Home approvals rise, but reforms needed to hit housing target: HIA

HIA urges government action on planning, infrastructure, and tax barriers

Home approvals rise, but reforms needed to hit housing target: HIA

Australia’s home building approvals continue to trend upwards, but housing industry experts warn the gains won’t be enough without major structural reform to meet the federal target of 1.2 million new homes over five years.

Fresh data from the Australian Bureau of Statistics (ABS) for February 2025 shows detached house and multi-unit approvals improving across several states and territories.

“Home building activity across a number of Australian markets was already improving heading into 2025,” said Thomas Devitt (pictured above), senior economist at the Housing Industry Association.

“The RBA’s February rate cut will provide a welcome extra boost, but structural reforms are needed to properly address Australia’s housing affordability crisis.”  

Despite the rebound, Devitt warned that challenges remain — especially for medium- and high-density housing. Activity in this segment remains well below target, held back by labour shortages, high financing costs, and government charges and regulations.

“Medium-to-high density housing activity, in particular, has been around just half its required volumes over the last year,” Devitt said. “This has funnelled improving market conditions back into the detached housing sector, but housing of all types needs to contribute to the Australian government’s target of 1.2 million new homes over five years.”

ABS data showed that building approvals totalled just 171,394 last year – 29% below the 240,000 approvals required annually to meet the government’s goal of constructing 1.2 million homes by 2029.
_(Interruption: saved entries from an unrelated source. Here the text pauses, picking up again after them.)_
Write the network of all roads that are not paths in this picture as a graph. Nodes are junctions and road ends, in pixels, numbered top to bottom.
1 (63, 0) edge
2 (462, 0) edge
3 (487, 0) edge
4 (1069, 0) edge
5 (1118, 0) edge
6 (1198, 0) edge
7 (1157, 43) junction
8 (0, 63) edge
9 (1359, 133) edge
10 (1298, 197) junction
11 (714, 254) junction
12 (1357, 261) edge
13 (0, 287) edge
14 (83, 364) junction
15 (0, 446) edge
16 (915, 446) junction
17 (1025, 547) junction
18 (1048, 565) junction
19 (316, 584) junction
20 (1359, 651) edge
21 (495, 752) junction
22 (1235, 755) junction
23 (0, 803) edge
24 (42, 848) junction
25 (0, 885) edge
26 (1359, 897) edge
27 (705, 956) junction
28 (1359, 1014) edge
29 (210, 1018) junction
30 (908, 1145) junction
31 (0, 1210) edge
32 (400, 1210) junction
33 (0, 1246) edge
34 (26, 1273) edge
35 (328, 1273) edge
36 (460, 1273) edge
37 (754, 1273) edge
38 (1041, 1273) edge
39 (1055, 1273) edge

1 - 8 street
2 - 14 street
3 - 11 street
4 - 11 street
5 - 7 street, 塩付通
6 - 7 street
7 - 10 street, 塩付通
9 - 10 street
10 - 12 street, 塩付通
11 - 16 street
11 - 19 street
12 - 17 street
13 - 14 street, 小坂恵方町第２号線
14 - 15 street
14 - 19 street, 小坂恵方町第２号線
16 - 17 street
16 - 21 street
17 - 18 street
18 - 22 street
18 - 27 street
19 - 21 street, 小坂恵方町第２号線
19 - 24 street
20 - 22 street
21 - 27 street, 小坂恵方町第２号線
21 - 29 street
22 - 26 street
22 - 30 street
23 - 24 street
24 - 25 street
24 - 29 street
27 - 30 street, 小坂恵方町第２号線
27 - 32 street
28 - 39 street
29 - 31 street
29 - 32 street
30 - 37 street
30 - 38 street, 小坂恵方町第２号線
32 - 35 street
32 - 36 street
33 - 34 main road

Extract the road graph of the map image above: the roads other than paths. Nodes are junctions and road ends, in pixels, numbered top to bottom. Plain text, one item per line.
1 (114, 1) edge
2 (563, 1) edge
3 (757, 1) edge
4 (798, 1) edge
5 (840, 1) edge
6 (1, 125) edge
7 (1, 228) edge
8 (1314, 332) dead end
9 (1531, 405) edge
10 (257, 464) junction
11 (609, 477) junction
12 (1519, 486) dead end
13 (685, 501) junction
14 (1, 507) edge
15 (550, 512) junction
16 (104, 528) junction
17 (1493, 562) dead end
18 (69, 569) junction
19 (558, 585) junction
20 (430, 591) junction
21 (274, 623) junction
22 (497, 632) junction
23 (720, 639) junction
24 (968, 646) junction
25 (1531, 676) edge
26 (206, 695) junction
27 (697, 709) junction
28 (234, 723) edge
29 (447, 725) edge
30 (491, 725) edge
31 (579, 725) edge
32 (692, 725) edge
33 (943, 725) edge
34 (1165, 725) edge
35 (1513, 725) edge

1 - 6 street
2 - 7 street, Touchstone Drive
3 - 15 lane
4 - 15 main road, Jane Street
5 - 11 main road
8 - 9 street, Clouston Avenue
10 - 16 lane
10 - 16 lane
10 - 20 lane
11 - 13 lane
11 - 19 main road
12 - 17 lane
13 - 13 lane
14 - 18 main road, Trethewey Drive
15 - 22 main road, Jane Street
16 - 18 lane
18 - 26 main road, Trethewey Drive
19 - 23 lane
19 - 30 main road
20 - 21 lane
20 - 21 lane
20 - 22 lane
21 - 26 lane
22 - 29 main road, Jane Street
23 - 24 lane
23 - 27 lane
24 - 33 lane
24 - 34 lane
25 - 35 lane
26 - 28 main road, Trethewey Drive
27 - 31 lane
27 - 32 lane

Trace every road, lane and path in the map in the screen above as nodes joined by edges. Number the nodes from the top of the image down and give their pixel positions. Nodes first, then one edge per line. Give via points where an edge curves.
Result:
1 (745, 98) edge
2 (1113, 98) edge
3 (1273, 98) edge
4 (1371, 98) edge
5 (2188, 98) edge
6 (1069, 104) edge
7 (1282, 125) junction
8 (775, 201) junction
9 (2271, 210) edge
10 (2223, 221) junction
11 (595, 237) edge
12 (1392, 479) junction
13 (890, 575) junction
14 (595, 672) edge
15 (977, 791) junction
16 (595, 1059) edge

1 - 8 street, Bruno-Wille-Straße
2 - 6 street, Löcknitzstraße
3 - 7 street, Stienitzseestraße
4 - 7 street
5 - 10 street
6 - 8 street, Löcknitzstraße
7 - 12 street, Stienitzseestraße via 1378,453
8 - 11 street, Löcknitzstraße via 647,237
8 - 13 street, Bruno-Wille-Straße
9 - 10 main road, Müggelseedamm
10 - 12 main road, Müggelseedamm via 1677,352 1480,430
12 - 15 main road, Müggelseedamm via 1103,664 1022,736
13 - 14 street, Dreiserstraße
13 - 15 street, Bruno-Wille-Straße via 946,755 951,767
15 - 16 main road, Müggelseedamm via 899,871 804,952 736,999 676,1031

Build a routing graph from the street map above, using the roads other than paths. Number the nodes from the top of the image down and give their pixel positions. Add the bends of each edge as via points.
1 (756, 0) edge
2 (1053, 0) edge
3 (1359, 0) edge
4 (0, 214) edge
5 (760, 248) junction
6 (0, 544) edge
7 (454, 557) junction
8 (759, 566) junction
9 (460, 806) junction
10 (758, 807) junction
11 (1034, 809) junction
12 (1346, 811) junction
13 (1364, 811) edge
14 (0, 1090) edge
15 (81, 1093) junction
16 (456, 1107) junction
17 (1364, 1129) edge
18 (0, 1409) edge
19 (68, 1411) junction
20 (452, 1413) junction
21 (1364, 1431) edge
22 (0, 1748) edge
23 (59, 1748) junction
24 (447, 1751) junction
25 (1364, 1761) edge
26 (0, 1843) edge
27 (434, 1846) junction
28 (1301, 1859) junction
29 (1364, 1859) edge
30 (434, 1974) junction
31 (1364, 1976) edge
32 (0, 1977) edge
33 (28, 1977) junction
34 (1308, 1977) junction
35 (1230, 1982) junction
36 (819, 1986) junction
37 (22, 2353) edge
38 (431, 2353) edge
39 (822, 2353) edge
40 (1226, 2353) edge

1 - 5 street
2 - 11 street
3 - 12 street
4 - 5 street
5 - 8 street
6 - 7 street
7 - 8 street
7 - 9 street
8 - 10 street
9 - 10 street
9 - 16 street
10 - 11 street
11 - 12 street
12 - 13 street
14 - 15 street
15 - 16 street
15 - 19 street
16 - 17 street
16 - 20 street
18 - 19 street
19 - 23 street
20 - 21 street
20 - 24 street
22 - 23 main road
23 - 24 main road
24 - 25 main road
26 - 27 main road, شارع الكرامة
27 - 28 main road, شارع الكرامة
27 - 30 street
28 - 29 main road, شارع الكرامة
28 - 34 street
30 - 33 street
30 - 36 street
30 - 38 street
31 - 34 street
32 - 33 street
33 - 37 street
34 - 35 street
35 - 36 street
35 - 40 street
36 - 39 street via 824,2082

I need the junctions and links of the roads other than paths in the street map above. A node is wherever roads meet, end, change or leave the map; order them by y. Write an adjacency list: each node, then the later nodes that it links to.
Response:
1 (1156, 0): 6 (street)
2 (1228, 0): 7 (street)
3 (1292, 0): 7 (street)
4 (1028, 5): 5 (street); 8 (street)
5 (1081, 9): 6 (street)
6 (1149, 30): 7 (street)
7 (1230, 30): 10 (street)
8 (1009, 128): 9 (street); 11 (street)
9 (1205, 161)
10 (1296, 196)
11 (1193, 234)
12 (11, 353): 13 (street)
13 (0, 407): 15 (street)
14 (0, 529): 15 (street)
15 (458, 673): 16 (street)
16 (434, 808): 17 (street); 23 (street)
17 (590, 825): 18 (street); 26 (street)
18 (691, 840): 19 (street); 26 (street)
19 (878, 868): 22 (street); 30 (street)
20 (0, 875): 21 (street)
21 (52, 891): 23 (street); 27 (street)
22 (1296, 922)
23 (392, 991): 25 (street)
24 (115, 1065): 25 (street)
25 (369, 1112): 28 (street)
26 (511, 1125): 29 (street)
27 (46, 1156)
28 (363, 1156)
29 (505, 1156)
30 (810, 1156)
Devitt said any serious attempt to solve the housing crisis must include reforms across multiple areas — migration, tax policy, planning systems, and infrastructure.

“Reforms are required across multiple policy fronts, including skilled migration, tax, regulation, planning, approvals, land supply and infrastructure provision,” Devitt said.

The HIA has previously called for a $12 billion commitment in the federal budget to fund infrastructure that would unlock land and support new supply.

In the lead-up to the 2025 federal election, HIA is also pushing for government action to remove policy and regulatory obstacles that continue to limit new housing supply.